In my second post on the byelaw review, issued yesterday morning (see here), I included data on boat registrations supplied by the Loch Lomond and Trossachs National Park Authority (LLTNPA) in response to a Freedom of Information request in June 2021.  Having spent several hours checking the claims made about jet skis in the Review Report, which were unsubstantiated by the provision of any data, I was very pleased to find the FOI response.  While there was no qualification in it about  the data for 2022, explaining it applied to only part of the year, I should have realised from the date it could not be for the whole year.  In making this mistake I was perhaps subconciously influenced by what I had read in the Visitor Management Season Review presented to the LLTNPA Board in December (see here) – again without any supporting data – which claimed there had been “a 21% drop in all boat user registration” during the year.

As a result I wrongly claimed that there had been a very large drop in the number of jet ski registrations in 2022 and the 65% increase in jet ski registrations which the Review Report claimed to have taken place between 2012-2022 appeared to be a lie. Usually I am more wary of using such words and I apologise for the claim and my error.

I also owe a public apology to the Locally Elected Board Member for Balloch, Sid Perrie, who appeared to have read my blog and because challenged LLTNPA staff on the claimed increase in the number of jet skis at the start of the Board meeting on the byelaws yesterday.  It appeared that LLTNPA staff had also read my blog and had briefed the chair because an answer came back immediately that those figures were not for the full year.

Unfortunately the audio for the meeting for those following it online was terrible and I did not catch the exact number of visitors quoted but I did  pick up it was similar to 2022, an exceptional year .  How that fitted with what the report to the December Board meeting stated about the number of boat registrations is unclear but if numbers of jet ski were indeed similar to 2021, then registrations of other types of motor boat must have dropped even further.

Having realised my mistake, I corrected the post immediately but it is very important that anyone who read it before that does not falsely conclude there was a very large drop in jet ski registrations in 2022. The actual truth still needs to be established but if there is a drop it will be far les than I claimed.
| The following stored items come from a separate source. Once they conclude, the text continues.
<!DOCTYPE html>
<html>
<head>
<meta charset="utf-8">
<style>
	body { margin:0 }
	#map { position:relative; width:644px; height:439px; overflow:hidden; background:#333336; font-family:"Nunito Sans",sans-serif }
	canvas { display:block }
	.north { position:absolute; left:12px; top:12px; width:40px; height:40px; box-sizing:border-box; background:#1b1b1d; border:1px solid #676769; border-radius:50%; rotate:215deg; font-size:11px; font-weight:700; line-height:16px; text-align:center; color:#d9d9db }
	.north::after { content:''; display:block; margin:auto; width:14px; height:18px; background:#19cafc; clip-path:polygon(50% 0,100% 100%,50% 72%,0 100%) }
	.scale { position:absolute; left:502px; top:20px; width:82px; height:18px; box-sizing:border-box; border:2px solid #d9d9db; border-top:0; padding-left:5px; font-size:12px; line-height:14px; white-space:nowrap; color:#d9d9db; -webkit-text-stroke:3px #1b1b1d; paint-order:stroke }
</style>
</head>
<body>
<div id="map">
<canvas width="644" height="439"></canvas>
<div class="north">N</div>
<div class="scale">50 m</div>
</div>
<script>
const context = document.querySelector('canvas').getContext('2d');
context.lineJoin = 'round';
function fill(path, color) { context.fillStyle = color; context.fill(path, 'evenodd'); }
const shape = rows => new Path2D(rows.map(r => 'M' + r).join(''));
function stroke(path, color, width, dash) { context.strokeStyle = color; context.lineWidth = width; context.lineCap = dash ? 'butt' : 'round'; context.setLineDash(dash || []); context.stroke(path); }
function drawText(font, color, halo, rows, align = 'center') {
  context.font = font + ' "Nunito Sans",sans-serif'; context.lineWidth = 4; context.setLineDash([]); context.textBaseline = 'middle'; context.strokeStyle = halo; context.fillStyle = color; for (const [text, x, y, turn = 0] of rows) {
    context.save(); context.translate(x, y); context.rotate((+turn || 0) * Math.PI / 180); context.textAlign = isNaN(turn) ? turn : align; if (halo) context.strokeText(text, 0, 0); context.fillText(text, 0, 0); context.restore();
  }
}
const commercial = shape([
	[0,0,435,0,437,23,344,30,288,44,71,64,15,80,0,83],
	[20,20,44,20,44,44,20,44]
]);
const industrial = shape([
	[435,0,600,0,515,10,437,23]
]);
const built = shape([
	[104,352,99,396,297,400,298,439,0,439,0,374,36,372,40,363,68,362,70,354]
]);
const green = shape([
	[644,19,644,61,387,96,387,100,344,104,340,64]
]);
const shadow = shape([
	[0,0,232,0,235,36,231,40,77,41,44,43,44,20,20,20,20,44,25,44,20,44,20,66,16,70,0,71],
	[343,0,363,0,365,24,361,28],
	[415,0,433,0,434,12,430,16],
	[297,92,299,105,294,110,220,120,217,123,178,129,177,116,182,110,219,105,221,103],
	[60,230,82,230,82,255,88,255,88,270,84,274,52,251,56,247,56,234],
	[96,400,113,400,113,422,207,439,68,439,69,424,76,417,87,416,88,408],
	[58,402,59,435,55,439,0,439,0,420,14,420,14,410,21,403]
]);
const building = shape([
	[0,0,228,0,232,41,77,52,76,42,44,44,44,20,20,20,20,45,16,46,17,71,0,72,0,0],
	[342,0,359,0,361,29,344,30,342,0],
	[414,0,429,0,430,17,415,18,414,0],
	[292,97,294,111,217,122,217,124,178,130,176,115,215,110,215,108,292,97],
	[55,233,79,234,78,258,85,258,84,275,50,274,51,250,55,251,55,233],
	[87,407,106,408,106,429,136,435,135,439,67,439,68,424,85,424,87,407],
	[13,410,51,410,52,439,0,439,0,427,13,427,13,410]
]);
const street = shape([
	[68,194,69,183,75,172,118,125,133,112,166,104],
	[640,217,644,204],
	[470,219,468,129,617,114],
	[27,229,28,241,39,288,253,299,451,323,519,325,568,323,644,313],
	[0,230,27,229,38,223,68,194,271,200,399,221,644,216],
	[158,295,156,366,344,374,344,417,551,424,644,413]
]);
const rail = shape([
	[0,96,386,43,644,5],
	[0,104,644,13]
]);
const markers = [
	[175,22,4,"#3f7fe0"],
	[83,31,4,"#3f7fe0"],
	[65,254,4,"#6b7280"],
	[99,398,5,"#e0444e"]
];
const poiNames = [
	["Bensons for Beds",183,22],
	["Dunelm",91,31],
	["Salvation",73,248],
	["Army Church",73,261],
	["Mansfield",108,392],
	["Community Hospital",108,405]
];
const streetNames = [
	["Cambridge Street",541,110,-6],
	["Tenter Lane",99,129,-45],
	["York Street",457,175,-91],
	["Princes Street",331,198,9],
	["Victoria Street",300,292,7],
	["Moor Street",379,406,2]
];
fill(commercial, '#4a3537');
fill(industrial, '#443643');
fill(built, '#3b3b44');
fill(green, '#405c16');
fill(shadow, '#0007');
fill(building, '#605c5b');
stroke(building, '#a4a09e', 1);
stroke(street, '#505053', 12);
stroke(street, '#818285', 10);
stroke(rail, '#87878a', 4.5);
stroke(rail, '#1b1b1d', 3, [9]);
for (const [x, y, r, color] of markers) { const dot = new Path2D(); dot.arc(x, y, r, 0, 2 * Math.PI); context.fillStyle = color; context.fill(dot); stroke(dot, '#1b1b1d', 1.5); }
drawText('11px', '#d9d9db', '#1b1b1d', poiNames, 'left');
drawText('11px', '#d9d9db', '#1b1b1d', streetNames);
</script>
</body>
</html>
The fundamental probem, however, remains.  The LLTNPA is still not being open and honest and only publishes data when this suits its agenda or it is forced to do so.  Had the LLTNPA published the data as appendices to the Review Report, I would not have made the mistake I did.  And the other part of my case, that by choosing as its baseline 2012, a year with a very number of jetski registrations, the LLTNPA had distorted the truth about the real trends would have been that much stronger.

What has been happening with the Loch Lomond byelaws is a repeat of what happened with the camping byelaws, where the LLTNPA made claims about large increases in antisocial behaviour and campers which were based on very dodgy use of statistics.  I complained about this at the time to the person in charge of statistics and data integrity at the Scottish Government only to be told the LLTNPA was not within his remit and he was powerless.

Unfortunately, nothing has changed since then, the LLTNPA’s use of statistics is as poor as ever and there is no governance when it matters.

In an attempt to remedy some of the data deficit about the Loch Lomond byelaw review – it would be nice if the LLTNPA were to add the data to their Review Report (which was basically endorsed by the Board yesterday) – I am now submitting a number of Freedom of Information requests, including the following:

  • Please provide me with a list of the total numbers of boat by category, including jetskis/PWCs, registered under the Loch Lomond Bye Laws for the year 2022
  • Please provide me with the number of jetskis registered under the Loch Lomond byelaws for each year from 2012-2022 broken down by those owned by businesses and those owned by individuals.
  • Please provide me with the number of breaches under the Loch Lomond byelaws referred to the Procurator Fiscal between 2012 and 2022 broken down by the type of craft and offence.

We will see!

Facts are very important – once again my apologies for getting them wrong yesterday.